I was very disappointed. Seeing was, finally, pointless and unconvincing. Beyond sharing some of the same characters as Blindness it doesn't work as a sequel. I don't know whether coming to it fresh, without having read the earlier book, might be better but it would also be strange to get halfway through a book and suddenly be told that, oh yeah, four years ago everyone in the country went blind then got their sight back but we haven't mentioned it 'til now.

The writing in Blindness was extremely physical and gripping and tense, even if also distanced and ironic; the writing in Seeing is all slightly clunky distance and irony and (I hope) deliberately bad philosophy. None of the characters matters or seems real, they're just pushed about like a child would push pieces of unwanted greens around their plate.

The biggest problem is that from about half way through, when the characters from Blindness reappear, nothing that happens makes any sense whatsoever, even as "the paraphernalia of magical realism" (as the back of the book claims.) In fact, everything that happens is actively stupid.

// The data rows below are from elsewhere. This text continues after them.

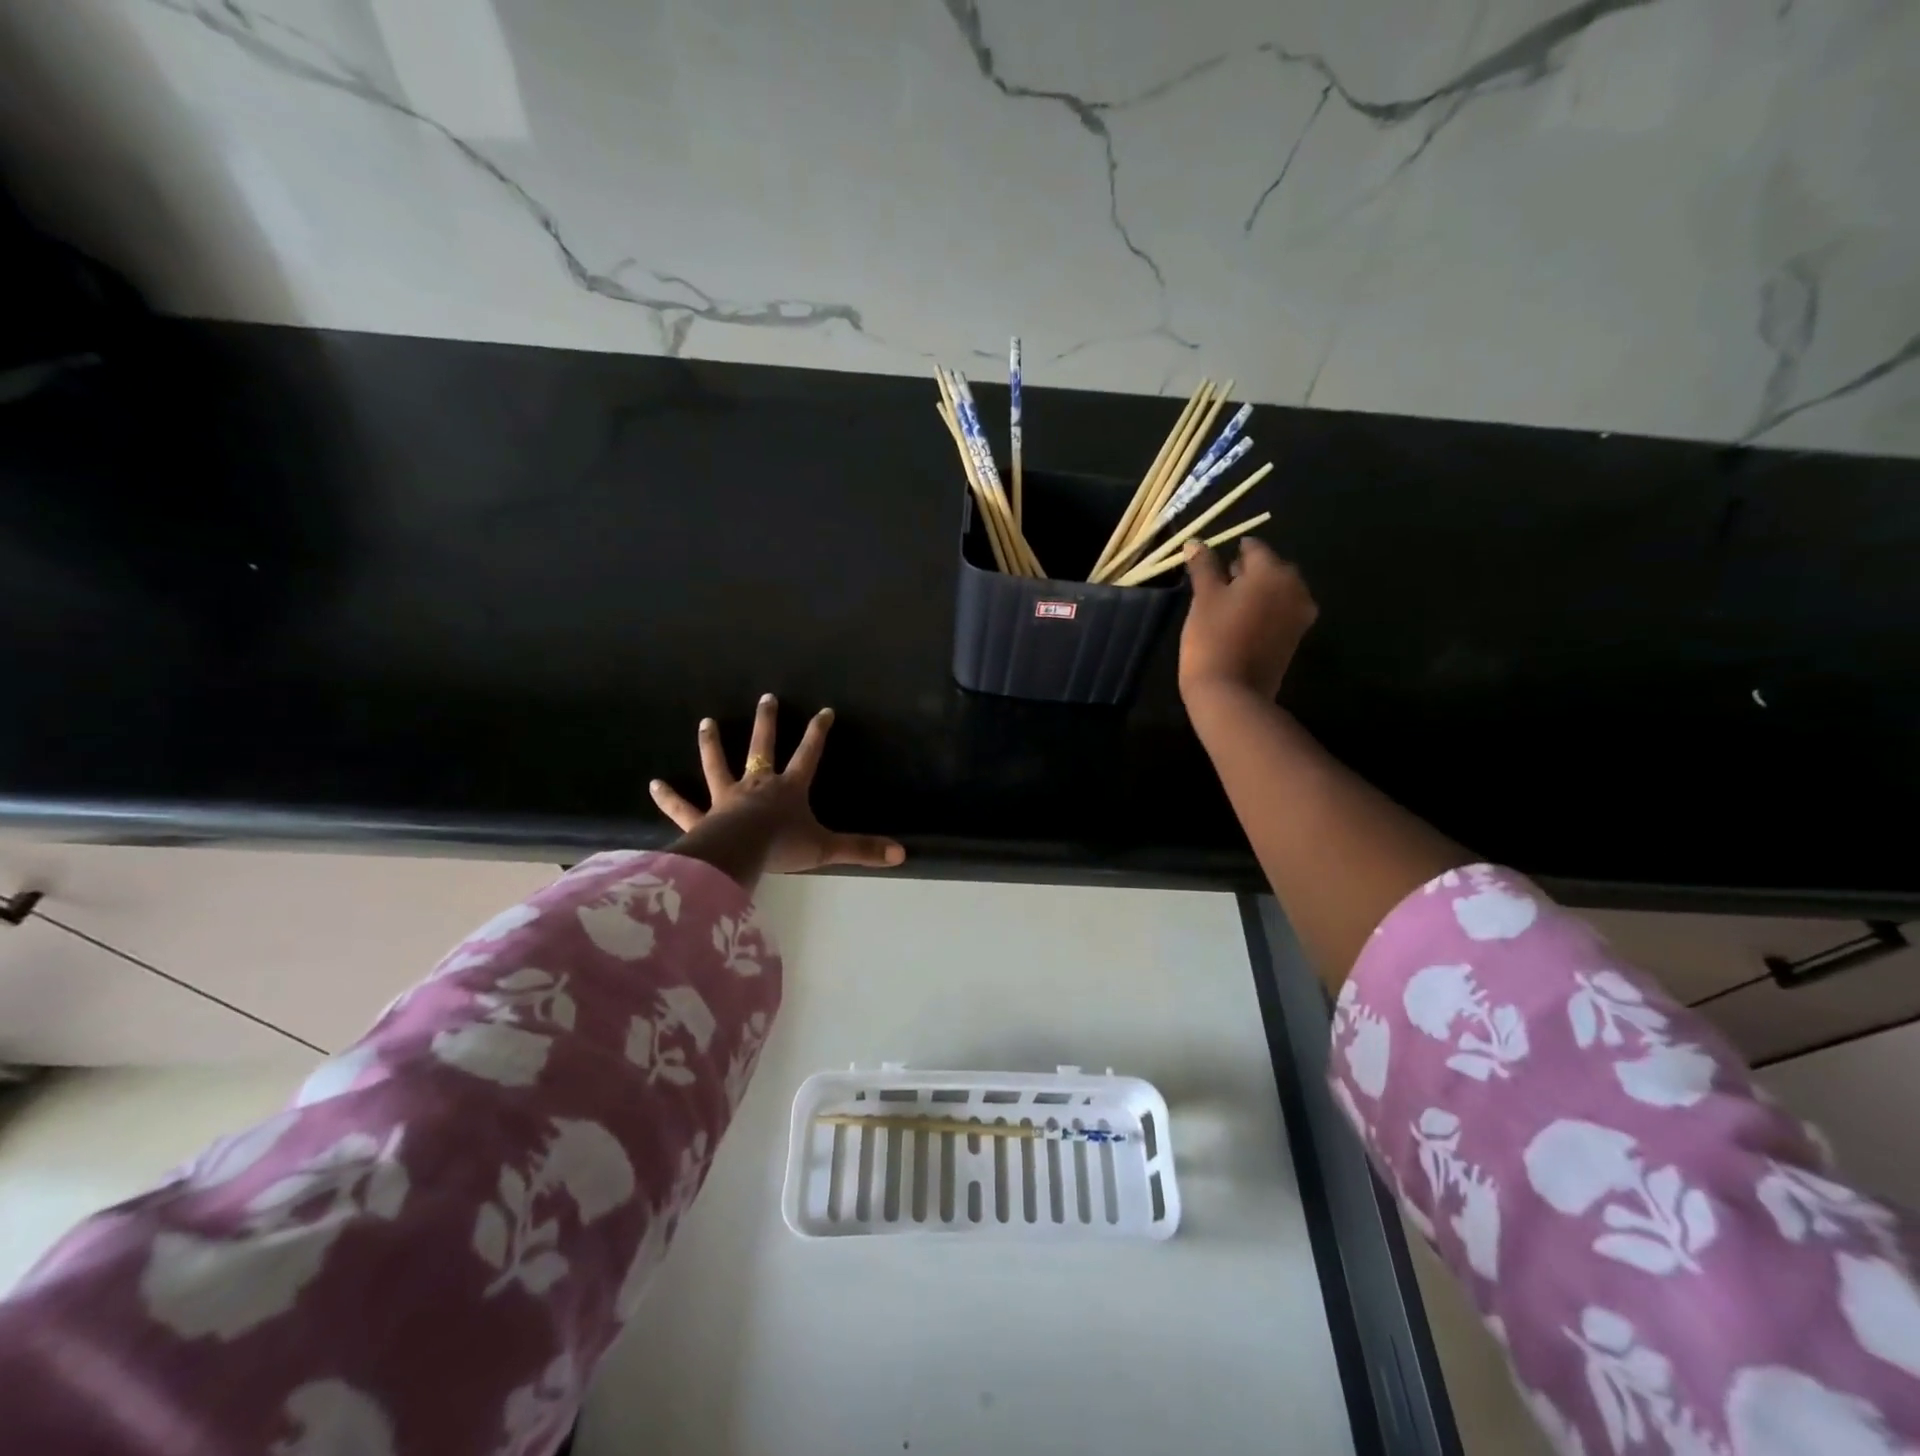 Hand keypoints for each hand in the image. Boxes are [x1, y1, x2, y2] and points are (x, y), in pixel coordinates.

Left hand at [649, 694, 905, 875]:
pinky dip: (669, 798)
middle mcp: (757, 786)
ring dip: (712, 744)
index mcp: (788, 789)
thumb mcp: (827, 849)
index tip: (824, 711)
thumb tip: (902, 854)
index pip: (808, 754)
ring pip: (718, 766)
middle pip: (762, 748)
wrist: (739, 855)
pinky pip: (684, 807)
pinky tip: (654, 784)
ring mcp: (726, 799)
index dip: (818, 733)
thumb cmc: (783, 848)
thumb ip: (862, 850)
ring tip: (706, 722)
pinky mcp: (702, 818)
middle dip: (767, 723)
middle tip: (766, 697)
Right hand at [1178, 538, 1318, 702]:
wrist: (1231, 693)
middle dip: (1247, 572)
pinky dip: (1265, 611)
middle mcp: (1295, 587)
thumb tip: (1195, 542)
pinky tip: (1242, 623)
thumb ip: (1203, 566)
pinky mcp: (1296, 637)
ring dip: (1257, 592)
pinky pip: (1281, 612)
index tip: (1212, 564)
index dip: (1231, 553)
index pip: (1253, 548)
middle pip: (1270, 568)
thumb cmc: (1212, 639)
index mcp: (1273, 571)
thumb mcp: (1203, 598)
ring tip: (1228, 607)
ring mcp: (1300, 614)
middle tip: (1218, 586)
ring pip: (1277, 591) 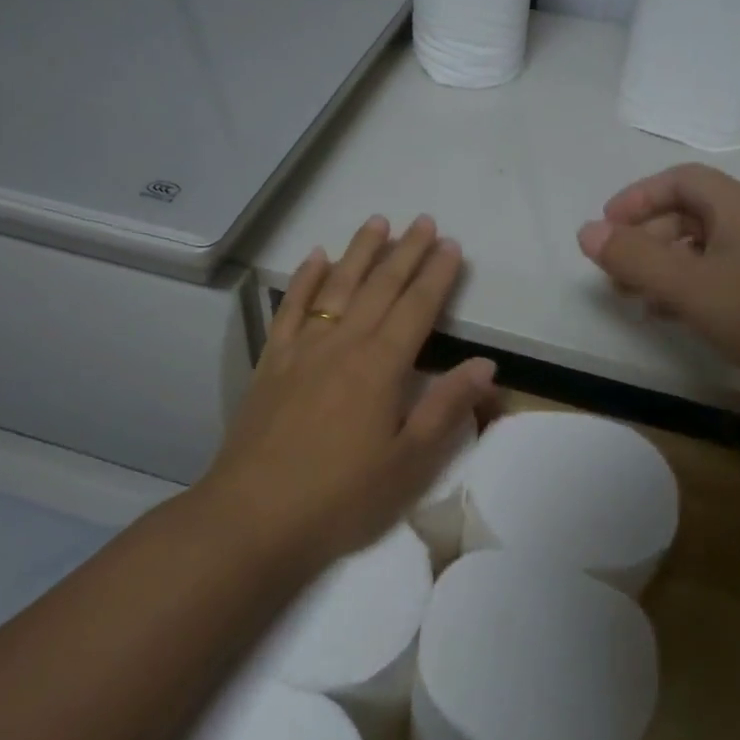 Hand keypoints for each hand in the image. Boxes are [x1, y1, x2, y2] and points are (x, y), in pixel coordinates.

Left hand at [204, 215, 496, 563]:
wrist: (252, 518)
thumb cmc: (341, 497)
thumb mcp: (408, 463)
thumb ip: (446, 408)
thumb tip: (486, 365)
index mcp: (380, 367)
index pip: (417, 308)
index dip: (437, 275)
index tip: (451, 246)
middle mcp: (342, 345)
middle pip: (379, 287)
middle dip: (405, 252)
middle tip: (424, 222)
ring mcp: (302, 350)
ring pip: (337, 287)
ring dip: (359, 252)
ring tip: (377, 222)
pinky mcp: (271, 363)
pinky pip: (290, 309)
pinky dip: (305, 279)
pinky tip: (315, 258)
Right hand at [577, 164, 739, 426]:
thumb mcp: (689, 286)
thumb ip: (634, 258)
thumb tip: (586, 232)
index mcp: (738, 207)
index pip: (680, 180)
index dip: (638, 197)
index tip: (607, 226)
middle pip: (687, 213)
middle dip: (644, 237)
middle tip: (615, 271)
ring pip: (700, 247)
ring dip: (661, 265)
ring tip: (632, 296)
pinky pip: (717, 274)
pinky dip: (686, 286)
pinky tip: (667, 314) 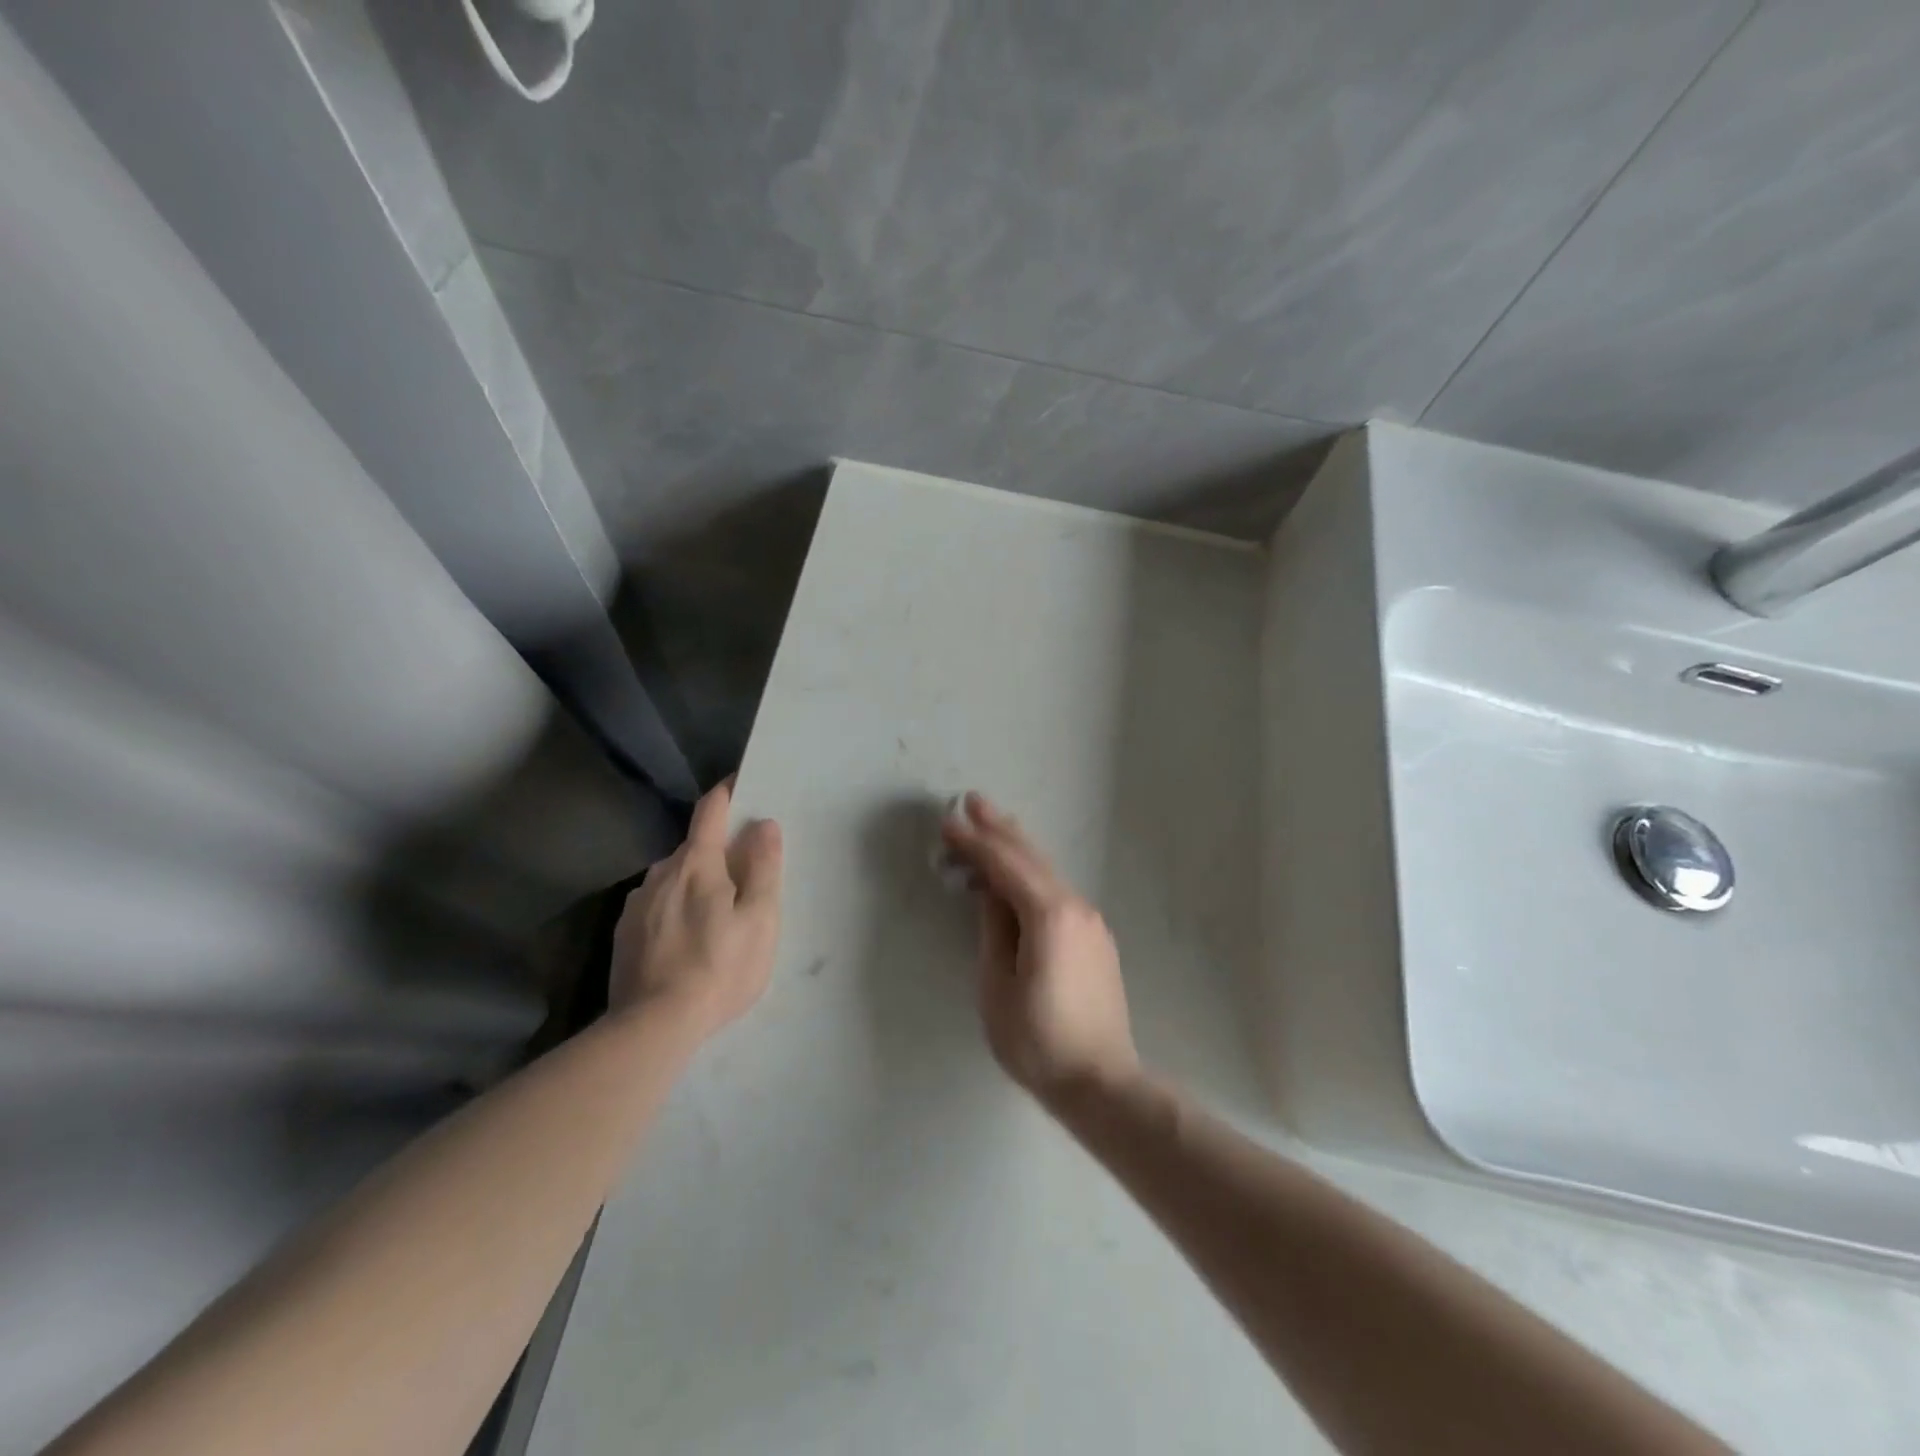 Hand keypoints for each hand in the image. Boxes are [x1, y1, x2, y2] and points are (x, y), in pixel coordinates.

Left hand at [610, 778, 782, 1042]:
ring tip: (714, 917)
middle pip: (693, 847)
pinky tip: (685, 942)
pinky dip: (674, 910)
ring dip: (694, 883)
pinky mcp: (623, 933)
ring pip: (673, 879)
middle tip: (742, 876)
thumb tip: (764, 824)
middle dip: (717, 851)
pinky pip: (656, 906)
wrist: (653, 1027)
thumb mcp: (760, 919)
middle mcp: (661, 873)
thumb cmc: (720, 968)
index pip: (711, 810)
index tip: (741, 784)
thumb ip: (764, 867)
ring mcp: (637, 903)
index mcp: (697, 863)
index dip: (727, 793)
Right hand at [940, 793, 1138, 1103]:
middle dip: (999, 828)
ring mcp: (1090, 921)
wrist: (1101, 1082)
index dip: (974, 842)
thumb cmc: (1039, 1041)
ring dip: (1016, 847)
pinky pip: (1057, 891)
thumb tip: (989, 893)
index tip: (947, 822)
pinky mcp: (1094, 938)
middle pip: (1031, 857)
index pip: (1005, 865)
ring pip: (1047, 871)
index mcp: (1049, 915)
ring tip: (991, 824)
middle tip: (971, 800)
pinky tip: (1019, 872)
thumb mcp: (998, 987)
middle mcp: (1075, 907)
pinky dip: (1032, 873)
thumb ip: (993, 930)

The book cover also never mentions any connection to Blindness which is a little odd.

Anyone here have any opinions?

Raw Patrick (Raw Patrick), Thursday, 1 June 2006 11:19 (nineteen years ago)

I read the first chapter once, laffed and laffed and laffed. I've always thought distance and irony to be a big part of what Saramago is *about* (actually, maybe clunkyness too, to some extent - "The Gospel According To Jesus Christ", awesome though it is, certainly fits in here) But I didn't read the rest of it, and didn't read "Blindness", so...

Saramago is mostly, erhm, not that well regarded here in Portugal as far as social/political criticism goes, though he's widely worshipped as a writer of course. After this book came out he held a little debate about What The Left Should Do In Portugal, which was very defeatist and weird. He actually put this book's main premise as a possibility (what if we all just didn't vote?), and Marcelo Rebelo de Sousa (a moderate right-wingah who'd been invited) noted that, uhm, this would mean the right would win. One leftist commentator noted that "it really is a sad day when we need the right to tell us that".

More literal translations of the book's respective titles, btw, would be "An Essay On Blindness" and "An Essay On Clarity". If that matters.

Daniel_Rf (Daniel_Rf), Thursday, 1 June 2006 20:27 (nineteen years ago)

I think the English translation leaves out the roffles.

Saramago does seem, from the evidence of Seeing, to be the type of person who would be involved in a self-defeating, and possibly somewhat baffling, political intervention.

Raw Patrick (Raw Patrick), Friday, 2 June 2006 09:54 (nineteen years ago)

five months pass...
revive

a name means a lot just by itself (lfam), Wednesday, 8 November 2006 17:12 (eighteen years ago)

i'm thinking of reading this. is it a good book or just a 'commentary?'

a name means a lot just by itself (lfam), Wednesday, 8 November 2006 17:14 (eighteen years ago)

oh i just read a review that said it ends with him wondering how to end it. if that is the "shocking" ending then zzzz

a name means a lot just by itself (lfam), Wednesday, 8 November 2006 17:21 (eighteen years ago)

five years pass...

that is not how this book ends.

desperado, rough rider (thomp), Friday, 17 February 2012 03:36 (thirteen years ago)

I did not know this existed! I love Blindness.

dream words & nightmare paragraphs from a red factory in a dead town (Abbbottt), Friday, 17 February 2012 03:41 (thirteen years ago)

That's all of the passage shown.